Some animal studies of curcumin/turmemeric supplementation have shown the beneficial effects on fatty liver and serum aminotransferases [61, 70,71,72,73]. In a study on NAFLD patients, curcumin significantly reduced fatty liver degree, ALT, and AST [17]. According to three separate reviews, curcumin can reduce ALT, AST [39, 40], ALP, GGT [40], steatosis, inflammation, and ROS [21]. However, a study of the turmeric effects on liver enzymes and fatty liver degree in NAFLD patients showed no significant changes [22]. The reason for the differences may be the type and form of supplementation. The other proposed mechanisms in improving liver enzymes and fatty liver by curcumin were reducing inflammatory markers, lipid synthesis/accumulation, anthropometric measurements [17], and oxidative stress [40, 70], PPARγ activation, and effects on glycolysis [73]. Also, the effect of nesfatin on steatosis improvement has been reported in a previous animal study [57].

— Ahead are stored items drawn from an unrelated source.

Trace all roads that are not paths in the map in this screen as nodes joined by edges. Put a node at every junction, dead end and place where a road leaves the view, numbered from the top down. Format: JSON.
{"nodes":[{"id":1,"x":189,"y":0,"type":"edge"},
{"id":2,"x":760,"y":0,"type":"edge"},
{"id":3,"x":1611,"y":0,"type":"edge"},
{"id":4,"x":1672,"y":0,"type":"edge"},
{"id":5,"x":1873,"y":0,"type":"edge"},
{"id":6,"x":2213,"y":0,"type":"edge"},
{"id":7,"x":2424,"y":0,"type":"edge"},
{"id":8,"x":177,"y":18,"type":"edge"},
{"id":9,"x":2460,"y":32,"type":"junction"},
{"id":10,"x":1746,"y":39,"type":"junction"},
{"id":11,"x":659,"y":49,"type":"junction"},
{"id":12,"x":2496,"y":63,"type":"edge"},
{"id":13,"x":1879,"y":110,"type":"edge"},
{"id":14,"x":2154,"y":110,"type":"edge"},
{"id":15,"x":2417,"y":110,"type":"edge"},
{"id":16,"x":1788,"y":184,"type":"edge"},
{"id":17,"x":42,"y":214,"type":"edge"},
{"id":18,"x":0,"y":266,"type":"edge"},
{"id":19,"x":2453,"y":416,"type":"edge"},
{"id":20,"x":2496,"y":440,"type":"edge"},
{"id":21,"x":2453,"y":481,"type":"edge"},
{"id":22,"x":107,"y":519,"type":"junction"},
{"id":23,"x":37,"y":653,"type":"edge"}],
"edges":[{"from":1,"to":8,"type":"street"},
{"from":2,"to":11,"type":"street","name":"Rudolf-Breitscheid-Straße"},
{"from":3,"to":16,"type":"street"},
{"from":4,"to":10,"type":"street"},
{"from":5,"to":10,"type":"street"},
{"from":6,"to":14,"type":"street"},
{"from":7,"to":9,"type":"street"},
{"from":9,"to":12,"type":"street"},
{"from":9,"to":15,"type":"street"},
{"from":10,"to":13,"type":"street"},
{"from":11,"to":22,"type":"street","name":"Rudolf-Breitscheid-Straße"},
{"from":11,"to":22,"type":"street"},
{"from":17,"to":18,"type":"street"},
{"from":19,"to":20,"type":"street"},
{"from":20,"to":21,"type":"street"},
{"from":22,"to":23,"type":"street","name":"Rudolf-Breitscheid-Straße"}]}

The strengths were first examining the effect of NC in obese NAFLD patients, especially by assessing nefatin levels, stratified blocked randomization, the newly diagnosed NAFLD patients no receiving treatment, and assessing dietary intakes and physical activity levels. However, some limitations were no liver biopsy and measuring GGT and certain factors mentioned (PPAR-γ, etc.), self-reporting of dietary intakes and physical activity, selecting a specific center, and no checking the bioavailability and blood levels of NC.

Conclusion

NC supplementation in overweight and obese NAFLD patients improved some markers related to obesity and NAFLD including nesfatin, QUICKI, fatty liver degree, WC, glucose indices, lipids, inflammation, and liver transaminases. The effects of NC on weight, BMI, FM, SBP, and DBP were not significant. Accordingly, the proposed mechanism for ameliorating NAFLD with NC supplementation was approved by increasing serum nesfatin levels and likely subsequently improving inflammatory, lipid and glucose profiles. Further trials on effects of curcumin are suggested, involving larger sample sizes, longer durations, non-obese patients, and considering the mentioned limitations.